“When you look around a room, it’s easy to tell the difference between things that are living and things that aren’t,” says Dr. Rein Ulijn, Albert Einstein Professor of Chemistry, and Director of the Nanoscience Initiative at CUNY. “Living things move, they use energy, they metabolize, they change over time. Non-living things usually don’t do very much—they just sit there.” But what if scientists were able to infuse some of the defining qualities of living organisms into manmade, non-living materials? A new study published in Nature Chemistry, detailing an ambitious project spearheaded by Professor Ulijn and his team of researchers at the Advanced Science Research Center (ASRC) at the Graduate Center, has demonstrated significant progress in the attempt to bridge the gap between the living and the electronic. Their paper, "Amino-acid-encoded biocatalytic self-assembly enables the formation of transient conducting nanostructures," presents the strides their lab has made to create nanomaterials that show the dynamic behavior of biological materials, but also conduct electricity.

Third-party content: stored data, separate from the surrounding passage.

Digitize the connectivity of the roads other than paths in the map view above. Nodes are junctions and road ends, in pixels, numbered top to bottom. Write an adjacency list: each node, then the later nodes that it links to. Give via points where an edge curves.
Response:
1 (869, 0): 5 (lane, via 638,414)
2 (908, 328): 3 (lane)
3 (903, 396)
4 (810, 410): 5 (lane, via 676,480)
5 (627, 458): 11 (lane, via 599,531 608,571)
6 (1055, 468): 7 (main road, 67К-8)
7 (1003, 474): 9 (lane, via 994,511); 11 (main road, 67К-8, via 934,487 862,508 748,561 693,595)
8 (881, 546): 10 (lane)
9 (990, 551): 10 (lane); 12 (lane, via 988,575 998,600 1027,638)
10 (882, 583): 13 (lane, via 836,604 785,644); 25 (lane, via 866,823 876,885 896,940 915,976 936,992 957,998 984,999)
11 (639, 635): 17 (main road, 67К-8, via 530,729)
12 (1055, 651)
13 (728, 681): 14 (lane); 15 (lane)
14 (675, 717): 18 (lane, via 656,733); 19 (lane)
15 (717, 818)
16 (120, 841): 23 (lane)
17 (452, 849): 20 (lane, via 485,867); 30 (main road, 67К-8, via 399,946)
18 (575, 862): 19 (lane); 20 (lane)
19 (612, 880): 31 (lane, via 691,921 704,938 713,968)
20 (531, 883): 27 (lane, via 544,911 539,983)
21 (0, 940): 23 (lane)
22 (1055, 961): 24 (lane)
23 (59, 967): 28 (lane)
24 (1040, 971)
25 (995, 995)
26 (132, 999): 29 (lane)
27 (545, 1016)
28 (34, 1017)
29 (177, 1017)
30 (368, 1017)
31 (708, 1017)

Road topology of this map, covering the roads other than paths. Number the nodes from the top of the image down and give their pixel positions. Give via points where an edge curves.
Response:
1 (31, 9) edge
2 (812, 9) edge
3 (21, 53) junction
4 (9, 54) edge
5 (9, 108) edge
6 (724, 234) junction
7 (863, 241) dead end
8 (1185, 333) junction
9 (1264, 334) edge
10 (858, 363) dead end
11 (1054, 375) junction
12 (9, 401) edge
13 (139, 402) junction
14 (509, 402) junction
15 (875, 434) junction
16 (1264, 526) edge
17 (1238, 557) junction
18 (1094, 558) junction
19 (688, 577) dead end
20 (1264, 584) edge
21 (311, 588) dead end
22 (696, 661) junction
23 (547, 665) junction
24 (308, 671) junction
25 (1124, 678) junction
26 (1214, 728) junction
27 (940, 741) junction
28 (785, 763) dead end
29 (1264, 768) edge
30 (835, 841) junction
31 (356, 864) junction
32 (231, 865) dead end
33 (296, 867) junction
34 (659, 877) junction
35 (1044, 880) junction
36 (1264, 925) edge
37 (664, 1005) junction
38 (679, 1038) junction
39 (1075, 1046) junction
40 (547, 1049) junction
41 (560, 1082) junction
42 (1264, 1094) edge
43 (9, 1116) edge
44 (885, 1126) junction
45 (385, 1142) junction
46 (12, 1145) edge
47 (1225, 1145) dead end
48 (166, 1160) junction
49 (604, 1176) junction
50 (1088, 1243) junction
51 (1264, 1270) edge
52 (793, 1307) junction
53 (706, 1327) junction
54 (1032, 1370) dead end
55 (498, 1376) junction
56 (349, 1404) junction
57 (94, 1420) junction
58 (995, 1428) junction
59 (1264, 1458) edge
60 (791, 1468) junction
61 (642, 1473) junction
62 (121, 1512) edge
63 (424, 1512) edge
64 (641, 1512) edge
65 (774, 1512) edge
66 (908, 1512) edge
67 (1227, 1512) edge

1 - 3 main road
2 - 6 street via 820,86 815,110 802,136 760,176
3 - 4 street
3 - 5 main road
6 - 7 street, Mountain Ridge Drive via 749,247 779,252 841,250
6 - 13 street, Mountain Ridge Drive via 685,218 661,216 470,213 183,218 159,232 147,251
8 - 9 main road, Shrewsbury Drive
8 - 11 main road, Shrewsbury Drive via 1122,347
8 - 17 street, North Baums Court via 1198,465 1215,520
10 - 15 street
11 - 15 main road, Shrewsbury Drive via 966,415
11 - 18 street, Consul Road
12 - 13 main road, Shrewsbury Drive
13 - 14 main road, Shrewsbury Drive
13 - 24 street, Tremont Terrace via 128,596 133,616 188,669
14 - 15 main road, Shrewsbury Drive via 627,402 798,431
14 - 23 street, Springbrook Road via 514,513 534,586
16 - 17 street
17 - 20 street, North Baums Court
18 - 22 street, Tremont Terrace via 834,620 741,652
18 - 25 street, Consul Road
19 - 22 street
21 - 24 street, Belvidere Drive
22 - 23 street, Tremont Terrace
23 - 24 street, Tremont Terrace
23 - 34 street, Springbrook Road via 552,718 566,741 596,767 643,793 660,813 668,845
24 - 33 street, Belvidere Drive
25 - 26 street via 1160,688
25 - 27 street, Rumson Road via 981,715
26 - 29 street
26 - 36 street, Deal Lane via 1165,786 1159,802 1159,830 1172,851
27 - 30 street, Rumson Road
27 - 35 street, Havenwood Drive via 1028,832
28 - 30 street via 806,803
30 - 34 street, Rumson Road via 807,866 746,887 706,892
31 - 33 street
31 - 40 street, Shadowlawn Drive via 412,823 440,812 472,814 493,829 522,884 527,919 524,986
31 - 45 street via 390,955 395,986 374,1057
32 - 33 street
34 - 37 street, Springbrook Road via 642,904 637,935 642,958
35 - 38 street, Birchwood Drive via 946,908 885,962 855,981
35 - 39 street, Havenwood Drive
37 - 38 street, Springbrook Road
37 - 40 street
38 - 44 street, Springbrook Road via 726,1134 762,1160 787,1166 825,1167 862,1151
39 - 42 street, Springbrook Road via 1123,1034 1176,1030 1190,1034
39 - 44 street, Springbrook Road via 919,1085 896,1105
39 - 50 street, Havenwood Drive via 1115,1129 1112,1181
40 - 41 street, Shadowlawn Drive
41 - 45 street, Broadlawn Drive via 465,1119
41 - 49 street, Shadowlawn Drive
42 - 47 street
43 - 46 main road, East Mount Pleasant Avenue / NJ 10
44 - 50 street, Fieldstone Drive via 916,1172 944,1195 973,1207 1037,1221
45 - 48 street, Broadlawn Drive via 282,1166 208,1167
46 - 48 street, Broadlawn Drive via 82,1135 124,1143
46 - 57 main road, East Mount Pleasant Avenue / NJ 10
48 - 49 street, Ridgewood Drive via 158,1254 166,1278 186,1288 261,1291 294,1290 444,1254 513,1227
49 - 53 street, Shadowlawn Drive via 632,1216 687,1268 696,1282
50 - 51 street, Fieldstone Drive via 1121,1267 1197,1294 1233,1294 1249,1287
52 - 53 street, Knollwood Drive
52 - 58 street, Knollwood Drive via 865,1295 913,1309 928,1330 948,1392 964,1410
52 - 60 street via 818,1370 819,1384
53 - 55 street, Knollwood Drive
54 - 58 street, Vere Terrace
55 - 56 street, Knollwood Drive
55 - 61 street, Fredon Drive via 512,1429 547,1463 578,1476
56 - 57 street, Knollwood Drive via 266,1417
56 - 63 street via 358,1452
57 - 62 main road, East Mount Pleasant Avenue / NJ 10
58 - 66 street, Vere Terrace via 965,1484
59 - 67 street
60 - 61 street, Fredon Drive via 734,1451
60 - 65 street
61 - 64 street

“We are working on the challenge of interfacing living biology—like nerve cells and neurons—with electronics,” says Professor Ulijn. It sounds radical—the notion of connecting electronics and biology—but with his team’s newest discoveries, the line between hard, manmade materials, and complex, flexible biological ones, is starting to blur. “The brain’s neurons communicate through electronic signals, and we’re interested in making materials that can deliver those same kinds of electronic signals to tissue. Electronic devices like iPhone and computer chips are hard and static, and the brain is soft and malleable. So, if you want to make technology that connects the hard engineering world and the soft dynamic world of biology, you have to think of ways to apply biological properties to manmade materials.”
These new materials are startlingly flexible; they can change their properties in response to chemical signals and metabolites. The researchers have used amino acids as chemical triggers for the materials to reconfigure; these nanomaterials can remodel their own electrical connections, and can exist in wet, dynamic environments, growing and degrading on command. And, with the creation of synthetic materials that behave with biological properties, science is getting closer to a seamless interaction between living materials and nonliving materials. This presents huge opportunities for medical treatments; if disease is biology gone wrong, these new copacetic manmade materials may be able to step in and, using biological properties, right the problems that disease created. “If you want to influence something, you have to speak its language,” Professor Ulijn says. These new nano materials increasingly use the same chemical language as biological neurons, creating more possibility for behavioral conversation—and biological repair.
This recently published paper, in the works for 2.5 years, draws on the ongoing research of Professor Ulijn’s expert team at the ASRC, and includes a collaboration with Professor Allon Hochbaum at the University of California, Irvine, who developed the devices to demonstrate the dynamic conductance. The team also included Hunter PhD candidate Nadeesha Wijerathne. Their project on amino acid chemical technology, while still in nascent stages, holds radical potential: “We’ve demonstrated a new exciting concept, and very much look forward to working with colleagues in the applied sciences and clinical fields to develop real technologies,” says Professor Ulijn. “Being in New York City, we’re incredibly well placed to find collaborators, and to see if these materials can be developed in new ways to treat disease.”
Congratulations to Professor Ulijn and his team on this exciting development.